I have to agree with the first writer’s comment. Went to Happy Hour with a couple of friends and was very underwhelmed. Going to the HH area of the restaurant you have to traverse the restaurant. Bad design in my opinion. We were dressed pretty casually and the restaurant felt very elegant. I didn’t feel comfortable making the walk. It was also pretty empty but the HH bar area was full with only one table left which had no chairs. After a search the waitstaff was able to find 3 for our party. The table was at the edge of the dining room. It was in fact an invisible line that divided the 2. Shortly thereafter a party arrived for dinner and was seated right next to us, although the dining room was still practically empty. The waiter then pulled a curtain that divided the 2 sections of the dining room between our table and that of the new arrivals. It felt like when you’re on a plane and after take off the steward/stewardess closes the curtain between the coach and first class cabin. I was literally almost shoulder to shoulder with one of people at the other table with the curtain just separating us. The HH menu looked promising but when the food arrived it was just o.k. We ordered the burger, the lamb slider, the cuban sandwich and a couple of the fried oysters. I’ve had a better version of each. The best deal was a bottle of Cava for $20. If you want me to come back and pay the big bucks, you need to tantalize me with the small bites. And you need to make me feel comfortable. I looked around the dining room and it didn’t look like anyone was really having such a good time in there.
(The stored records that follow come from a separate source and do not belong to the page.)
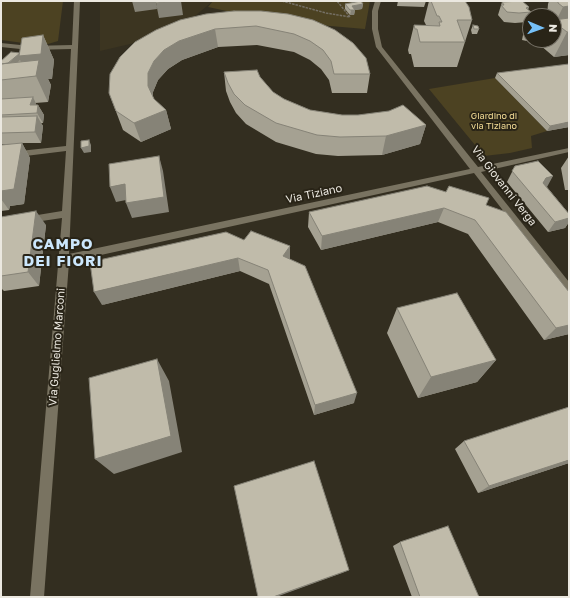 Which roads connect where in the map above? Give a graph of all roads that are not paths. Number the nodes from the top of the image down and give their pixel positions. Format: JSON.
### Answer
{"nodes":[{"id":1,"x":77,"y":1,"type":"edge"},
{"id":2,"x":378,"y":1,"type":"edge"},
{"id":3,"x":1,"y":45,"type":"edge"},
{"id":4,"x":75,"y":47,"type":"junction"},
{"id":5,"x":70,"y":148,"type":"junction"},
{"id":6,"x":569,"y":150,"type":"edge"},
{"id":7,"x":1,"y":156,"type":"edge"},
{"id":8,"x":476,"y":171,"type":"junction"},
{"id":9,"x":66,"y":214,"type":"junction"},
{"id":10,"x":1,"y":224,"type":"edge"},
{"id":11,"x":64,"y":260,"type":"junction"},
{"id":12,"x":569,"y":288,"type":"edge"},
{"id":13,"x":37,"y":597,"type":"edge"}],
"edges":[{"from":1,"to":4,"type":"street","name":"Via Guglielmo Marconi"},
{"from":2,"to":8,"type":"street","name":"Via Giovanni Verga"},
{"from":3,"to":4,"type":"street"},
{"from":4,"to":5,"type":"street","name":"Via Guglielmo Marconi"},
{"from":5,"to":7,"type":"street"},
{"from":5,"to":9,"type":"street","name":"Via Guglielmo Marconi"},
{"from":6,"to":8,"type":"street","name":"Via Tiziano"},
{"from":8,"to":11,"type":"street","name":"Via Tiziano"},
{"from":8,"to":12,"type":"street","name":"Via Giovanni Verga"},
{"from":9,"to":10,"type":"street"},
{"from":9,"to":11,"type":"street","name":"Via Guglielmo Marconi"},
{"from":11,"to":13,"type":"street","name":"Via Guglielmo Marconi"}]} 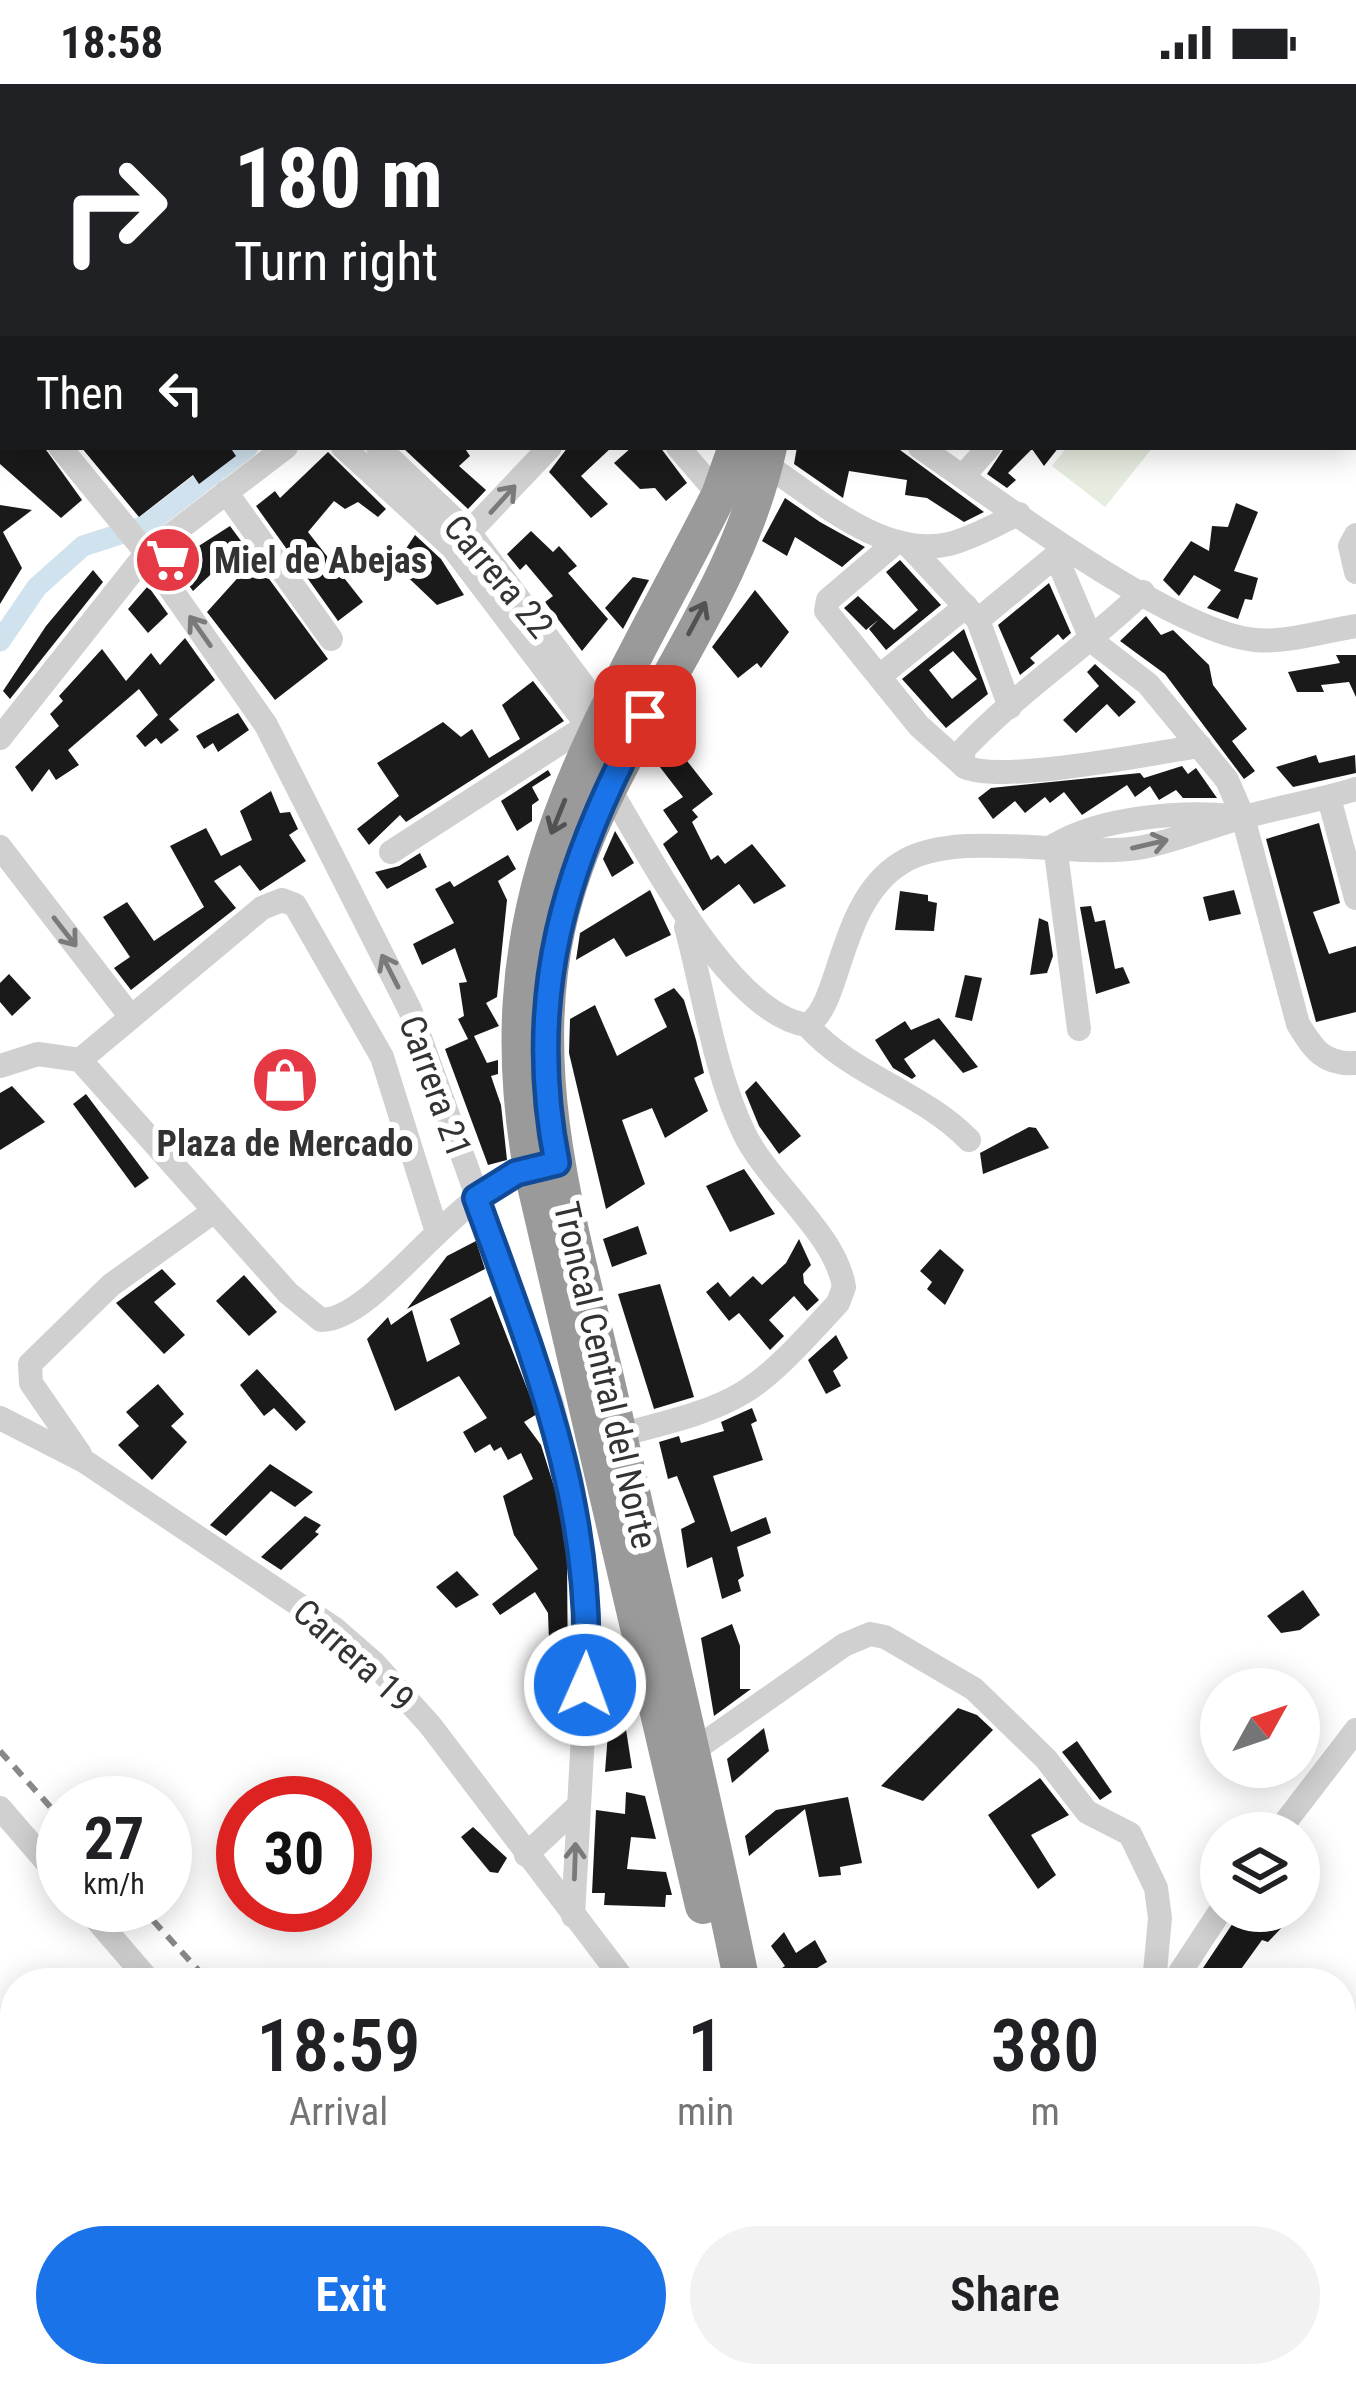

And the waiters are forced to wear these bulldog clips, to hold up their aprons I guess, except you don’t need them because that’s what the ties are for. It was just forced to me. Like, “Hey, isn’t this cool. No one else wears bulldog clips as an apron accessory.” I really wanted to like this place. Bummer.
I only had eaten at Bluehour during happy hour, so maybe I’m not judging fairly, but from what I had I can tell is that with the arrival of a new chef happy hour menu changed for the worse. Gone is my favorite sea scallops with bacon and celery root, which I understand was a signature dish. Last time I ordered cuban sandwich, but got eggplant sandwich instead – nothing special…Regardless, I’m willing to go and try dinner items to see what chef Thomas Boyce’s praise is all about.
What a ridiculous oversight not including Natural Selection in the best new Portland restaurants list.
Aaron Woo’s inventive, modern, seasonal, technical, and delicious (!) cooking is a breath of fresh air for the local dining scene. That it happens to be vegetable-based is really beside the point.
Alba: We debated where to put Natural Selection … as a “best new restaurant” or in the selection that captured the best of an emerging trend of fine vegetarian/vegan eating. It’s a good problem to have!
We opted to place Natural Selection in the section called “Meat-Free Magnificence.” Have a look. From the review … “Chef Aaron Woo’s whimsical approach (includes) edible foraged flowers, swirls of colored sauces, artfully cut veggies, and unexpected mash-ups of sweet and savory and fresh ideas.”
Thanks for checking in. Karen Brooks
My previous comments are for the Little Bird restaurant. It certainly is not “the sexy bistro with a side of Northwest noir.”
High praise by local media is wildly overblown. Hole-in-the-wall ambience, run of the mill wine selections and barely acceptable french dishes are important, this may be the place for you. I will never go back there.
I completely agree with Anand about Little Bird. I found the hostess there unbelievably rude and the food was so-so. Definitely not a “best restaurant” selection in my opinion given all the fabulous choices in Portland.